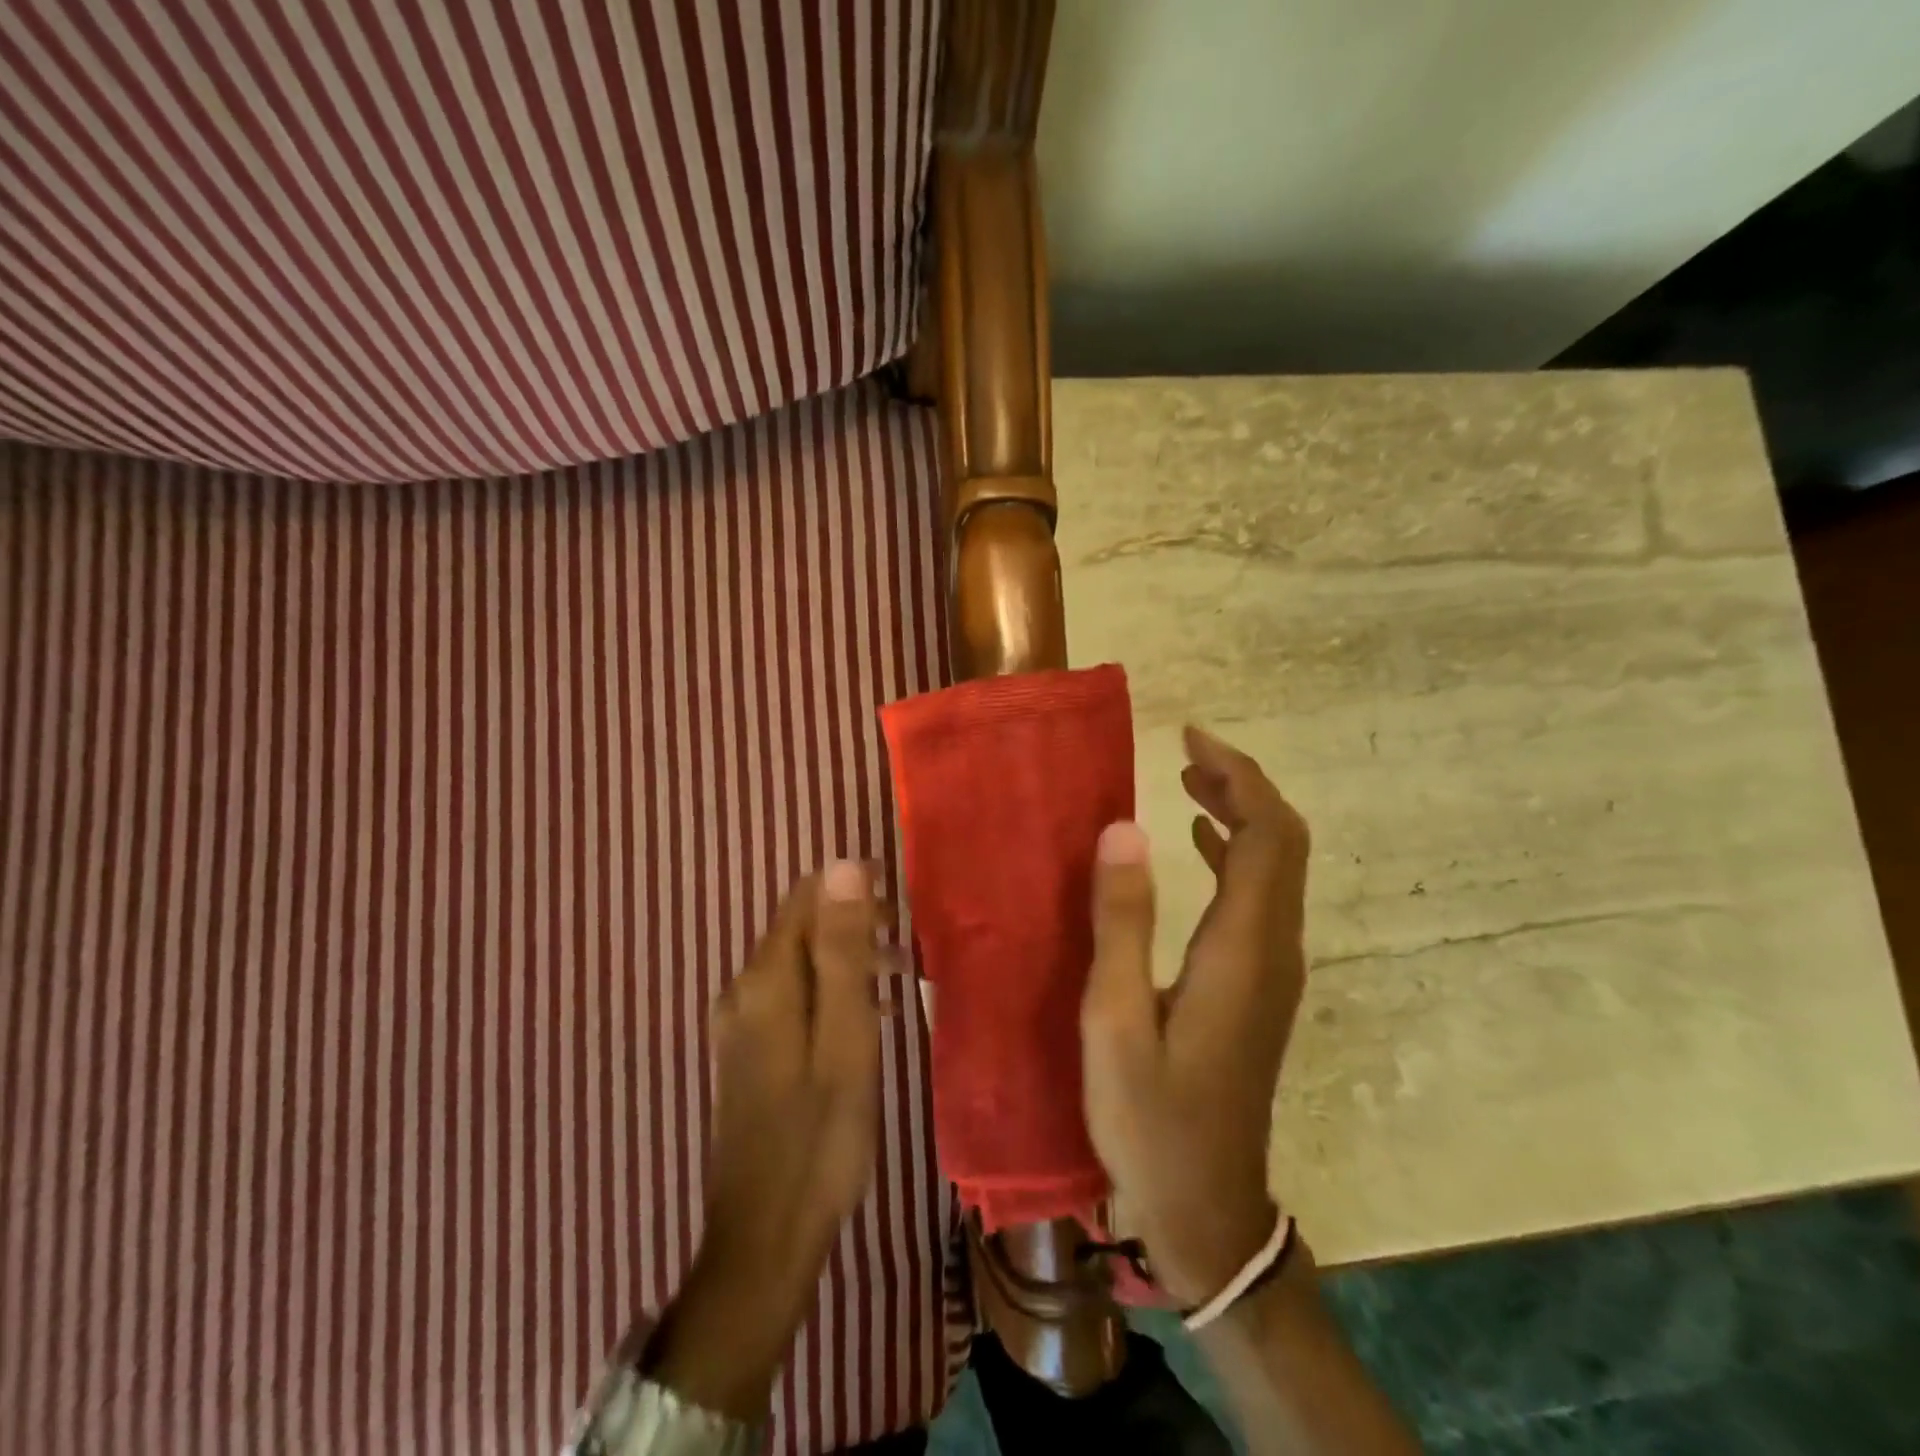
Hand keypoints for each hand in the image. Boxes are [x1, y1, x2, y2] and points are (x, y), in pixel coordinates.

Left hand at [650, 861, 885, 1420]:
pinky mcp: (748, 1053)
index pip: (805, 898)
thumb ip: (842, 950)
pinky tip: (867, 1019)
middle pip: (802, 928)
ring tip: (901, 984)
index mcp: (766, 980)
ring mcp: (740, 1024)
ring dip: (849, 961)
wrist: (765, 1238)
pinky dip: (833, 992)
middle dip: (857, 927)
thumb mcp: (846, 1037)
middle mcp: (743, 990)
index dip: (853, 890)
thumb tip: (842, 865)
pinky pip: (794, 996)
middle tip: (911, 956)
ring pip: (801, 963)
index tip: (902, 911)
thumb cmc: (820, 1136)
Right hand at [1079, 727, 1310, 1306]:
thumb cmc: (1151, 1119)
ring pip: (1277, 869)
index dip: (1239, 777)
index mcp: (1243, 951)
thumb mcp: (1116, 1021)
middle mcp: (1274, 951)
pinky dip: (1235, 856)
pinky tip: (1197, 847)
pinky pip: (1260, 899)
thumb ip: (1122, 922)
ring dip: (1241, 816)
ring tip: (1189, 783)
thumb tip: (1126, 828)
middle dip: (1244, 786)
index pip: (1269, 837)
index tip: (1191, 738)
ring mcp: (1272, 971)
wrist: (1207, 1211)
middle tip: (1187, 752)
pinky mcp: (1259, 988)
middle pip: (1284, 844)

---

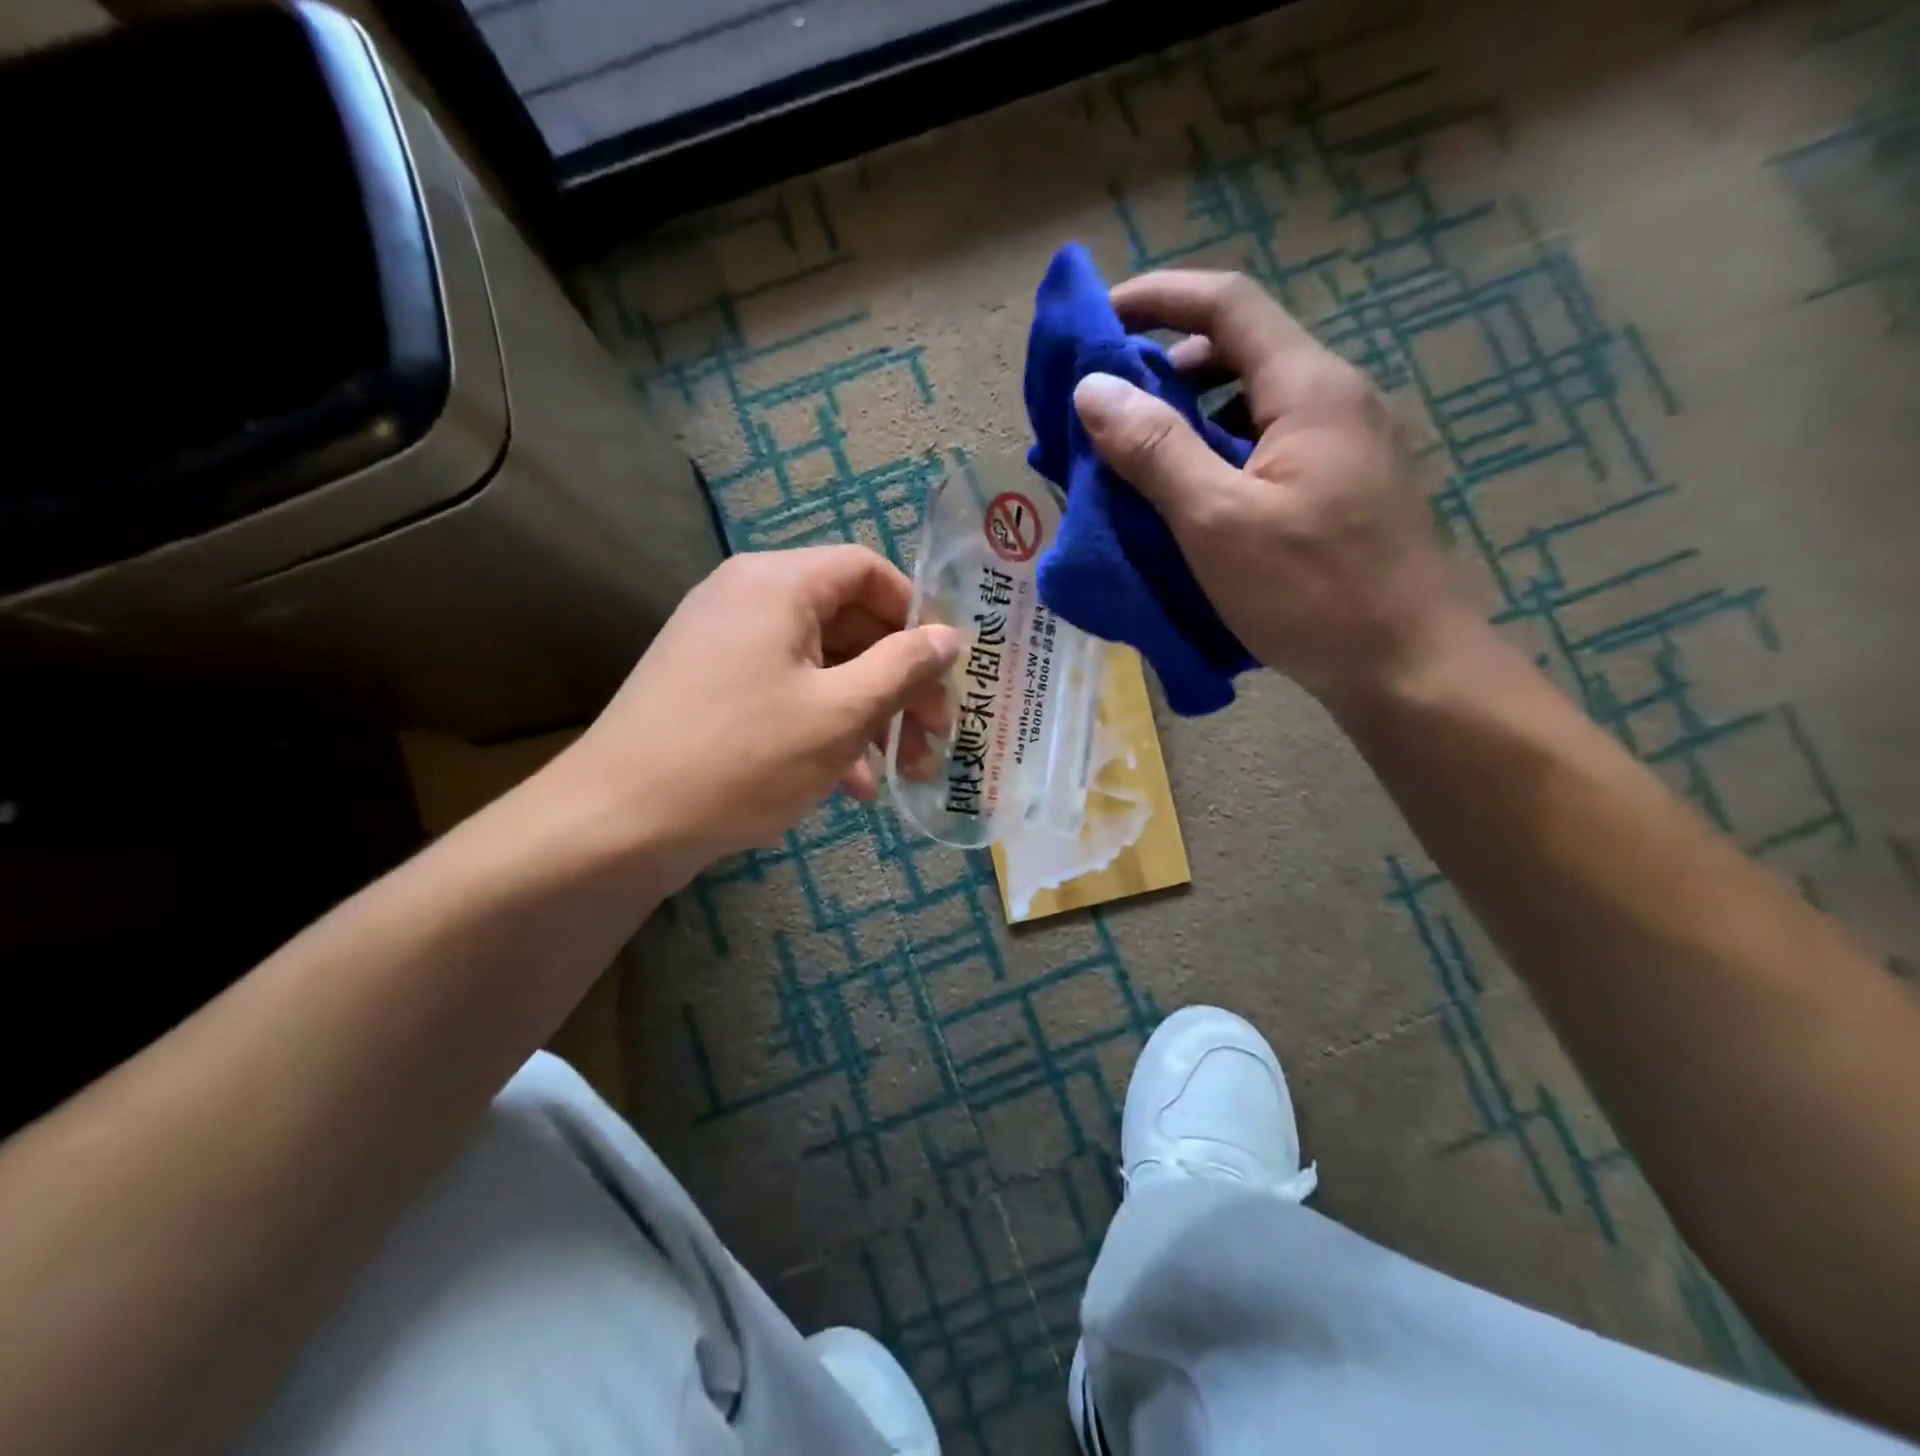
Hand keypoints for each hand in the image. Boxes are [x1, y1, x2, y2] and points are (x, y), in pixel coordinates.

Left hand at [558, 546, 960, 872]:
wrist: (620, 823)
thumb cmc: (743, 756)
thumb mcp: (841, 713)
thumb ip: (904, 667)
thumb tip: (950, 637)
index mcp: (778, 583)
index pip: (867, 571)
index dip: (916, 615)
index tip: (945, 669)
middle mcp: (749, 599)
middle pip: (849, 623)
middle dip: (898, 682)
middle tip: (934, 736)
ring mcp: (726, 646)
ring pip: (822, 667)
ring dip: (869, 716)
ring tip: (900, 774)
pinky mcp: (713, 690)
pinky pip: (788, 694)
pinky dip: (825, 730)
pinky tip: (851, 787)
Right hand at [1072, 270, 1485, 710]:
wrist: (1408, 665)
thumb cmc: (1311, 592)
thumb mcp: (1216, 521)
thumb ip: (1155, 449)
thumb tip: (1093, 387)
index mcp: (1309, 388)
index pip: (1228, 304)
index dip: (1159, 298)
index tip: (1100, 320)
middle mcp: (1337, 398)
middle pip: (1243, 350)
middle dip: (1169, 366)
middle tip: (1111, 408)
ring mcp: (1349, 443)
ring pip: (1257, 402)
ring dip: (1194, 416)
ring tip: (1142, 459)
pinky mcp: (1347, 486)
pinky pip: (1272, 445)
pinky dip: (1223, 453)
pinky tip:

--

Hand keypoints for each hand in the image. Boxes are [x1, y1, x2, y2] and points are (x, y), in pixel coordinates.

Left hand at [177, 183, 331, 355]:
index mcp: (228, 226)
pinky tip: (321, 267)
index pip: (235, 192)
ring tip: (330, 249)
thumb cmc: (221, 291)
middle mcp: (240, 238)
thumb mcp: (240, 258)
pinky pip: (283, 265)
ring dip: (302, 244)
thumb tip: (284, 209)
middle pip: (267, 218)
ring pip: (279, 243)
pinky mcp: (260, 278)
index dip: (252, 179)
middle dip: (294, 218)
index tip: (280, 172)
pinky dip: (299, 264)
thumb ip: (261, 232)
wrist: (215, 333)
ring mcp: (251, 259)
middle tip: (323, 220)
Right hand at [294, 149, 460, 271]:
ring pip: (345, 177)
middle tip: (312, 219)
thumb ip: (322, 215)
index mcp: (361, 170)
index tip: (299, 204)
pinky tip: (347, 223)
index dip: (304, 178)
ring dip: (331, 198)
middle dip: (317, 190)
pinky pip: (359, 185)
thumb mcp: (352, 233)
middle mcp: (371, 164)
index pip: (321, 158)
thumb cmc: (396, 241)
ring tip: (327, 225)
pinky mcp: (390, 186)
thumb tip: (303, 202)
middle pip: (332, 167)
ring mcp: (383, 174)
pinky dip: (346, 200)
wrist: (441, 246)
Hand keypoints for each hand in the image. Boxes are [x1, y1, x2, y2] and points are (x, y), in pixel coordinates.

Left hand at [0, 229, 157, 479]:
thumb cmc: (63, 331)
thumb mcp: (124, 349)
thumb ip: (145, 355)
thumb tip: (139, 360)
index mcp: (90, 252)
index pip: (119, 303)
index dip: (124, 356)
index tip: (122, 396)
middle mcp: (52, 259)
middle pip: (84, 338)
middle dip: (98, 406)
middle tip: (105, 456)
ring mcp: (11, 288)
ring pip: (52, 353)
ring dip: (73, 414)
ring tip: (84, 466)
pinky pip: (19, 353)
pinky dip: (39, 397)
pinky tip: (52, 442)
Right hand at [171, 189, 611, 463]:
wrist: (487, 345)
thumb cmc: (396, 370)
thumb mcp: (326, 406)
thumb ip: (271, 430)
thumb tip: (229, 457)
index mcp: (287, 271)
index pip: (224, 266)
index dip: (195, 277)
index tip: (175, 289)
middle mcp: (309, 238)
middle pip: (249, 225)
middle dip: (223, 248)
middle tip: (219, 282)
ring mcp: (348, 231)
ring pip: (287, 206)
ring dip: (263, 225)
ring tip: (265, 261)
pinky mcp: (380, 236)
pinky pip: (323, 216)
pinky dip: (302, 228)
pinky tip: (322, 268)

About this task:
Work out how many lines in the entries contain the string "wrist", then reply with that number and nothing more.

Solved exercise:
7